An afternoon conversation on the life and legacy of The Reverend Dr. Martin Luther King, Jr., marking the 50th anniversary of his assassination. The conversation features Robert P. George and Cornel West.



This is an event of the Robert P. George Initiative on Faith, Ethics and Public Policy at Baylor University. A special thank you to our event co-sponsors: the American Enterprise Institute's Values & Capitalism Program and The House DC.
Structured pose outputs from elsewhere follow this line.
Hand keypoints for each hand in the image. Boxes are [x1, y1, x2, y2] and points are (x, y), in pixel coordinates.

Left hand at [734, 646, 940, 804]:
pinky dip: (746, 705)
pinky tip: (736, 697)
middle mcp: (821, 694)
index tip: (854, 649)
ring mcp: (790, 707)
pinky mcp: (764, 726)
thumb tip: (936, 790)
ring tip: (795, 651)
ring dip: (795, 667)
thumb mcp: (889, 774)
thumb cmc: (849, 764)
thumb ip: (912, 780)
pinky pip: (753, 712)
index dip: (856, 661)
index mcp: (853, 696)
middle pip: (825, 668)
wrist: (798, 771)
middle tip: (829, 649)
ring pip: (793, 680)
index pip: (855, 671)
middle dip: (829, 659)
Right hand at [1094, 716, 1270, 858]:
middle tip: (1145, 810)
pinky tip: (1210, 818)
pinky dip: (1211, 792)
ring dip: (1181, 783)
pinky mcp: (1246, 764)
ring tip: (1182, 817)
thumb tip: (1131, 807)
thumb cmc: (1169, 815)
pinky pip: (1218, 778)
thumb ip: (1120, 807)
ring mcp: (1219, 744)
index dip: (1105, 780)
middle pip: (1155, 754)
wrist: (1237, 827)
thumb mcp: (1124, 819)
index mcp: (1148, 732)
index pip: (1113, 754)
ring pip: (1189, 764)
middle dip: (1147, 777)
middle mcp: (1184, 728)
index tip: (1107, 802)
Robert P. George is McCormick Professor of Jurisprudence and Director of the James Madison Program in American Ideals and Institutions at Princeton University. He is also the Herbert W. Vaughan Fellow of the Witherspoon Institute in Princeton, New Jersey, and has, on several occasions, been a Visiting Professor at Harvard Law School. In August 2017, Baylor University launched the Robert P. George Initiative on Faith, Ethics & Public Policy; and Dr. George was appointed as a Distinguished Senior Fellow in the Baylor Institute for Studies of Religion. In addition to his academic service, Dr. George has served as Chairman of the U.S. Commission on International Religious Freedom. He previously served on the President’s Council on Bioethics (2002-2009), and as a Presidential appointee to the United States Commission on Civil Rights (1993-1998). He has also been the U.S. member of UNESCO’s World Commission on the Ethics of Science and Technology. He is a former Judicial Fellow at the Supreme Court of the United States, where he received the Justice Tom C. Clark Award.
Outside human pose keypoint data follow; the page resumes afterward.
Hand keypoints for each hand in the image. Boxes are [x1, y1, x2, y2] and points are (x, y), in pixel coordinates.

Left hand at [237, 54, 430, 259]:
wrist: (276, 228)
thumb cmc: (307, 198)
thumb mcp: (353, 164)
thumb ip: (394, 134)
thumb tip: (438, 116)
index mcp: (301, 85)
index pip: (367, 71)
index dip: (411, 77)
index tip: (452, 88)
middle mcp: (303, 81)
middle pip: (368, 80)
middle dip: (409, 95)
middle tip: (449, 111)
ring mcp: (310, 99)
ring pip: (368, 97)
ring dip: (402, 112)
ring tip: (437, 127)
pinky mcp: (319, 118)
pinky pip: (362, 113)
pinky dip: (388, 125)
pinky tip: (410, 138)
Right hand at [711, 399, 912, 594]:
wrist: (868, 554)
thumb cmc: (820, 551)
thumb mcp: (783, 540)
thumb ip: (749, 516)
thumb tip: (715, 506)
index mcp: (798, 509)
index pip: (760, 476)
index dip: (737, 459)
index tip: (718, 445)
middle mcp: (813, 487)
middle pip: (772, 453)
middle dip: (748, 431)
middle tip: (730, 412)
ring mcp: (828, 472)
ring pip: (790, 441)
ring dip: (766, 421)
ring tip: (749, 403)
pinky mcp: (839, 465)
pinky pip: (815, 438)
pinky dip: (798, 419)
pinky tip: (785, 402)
Cornel West is a prominent and provocative democratic intellectual. He is Professor of the Practice of Public Philosophy at Harvard University and holds the title of Professor Emeritus at Princeton University. He has also taught at Union Theological Seminary, Yale, Harvard, and the University of Paris. Cornel West graduated Magna Cum Laude from Harvard in three years and obtained his M.A. and Ph.D. in Philosophy at Princeton. He has written 20 books and has edited 13. He is best known for his classics, Race Matters and Democracy Matters, and for his memoir, Brother West: Living and Loving Out Loud. His most recent book, Black Prophetic Fire, offers an unflinching look at nineteenth and twentieth-century African American leaders and their visionary legacies. Dr. West is a frequent guest on the Bill Maher Show, CNN, C-SPAN and Democracy Now. He made his film debut in The Matrix - and was the commentator (with Ken Wilbur) on the official trilogy released in 2004. He also has appeared in over 25 documentaries and films including Examined Life, Call & Response, Sidewalk and Stand. He has produced three spoken word albums including Never Forget, collaborating with Prince, Jill Scott, Andre 3000, Talib Kweli, KRS-One and the late Gerald Levert. His spoken word interludes are featured on productions by: Terence Blanchard, The Cornel West Theory, Raheem DeVaughn, and Bootsy Collins. In short, Cornel West has a passion to communicate to a vast variety of publics in order to keep alive the legacy of Martin Luther King, Jr. - a legacy of telling the truth and bearing witness to love and justice.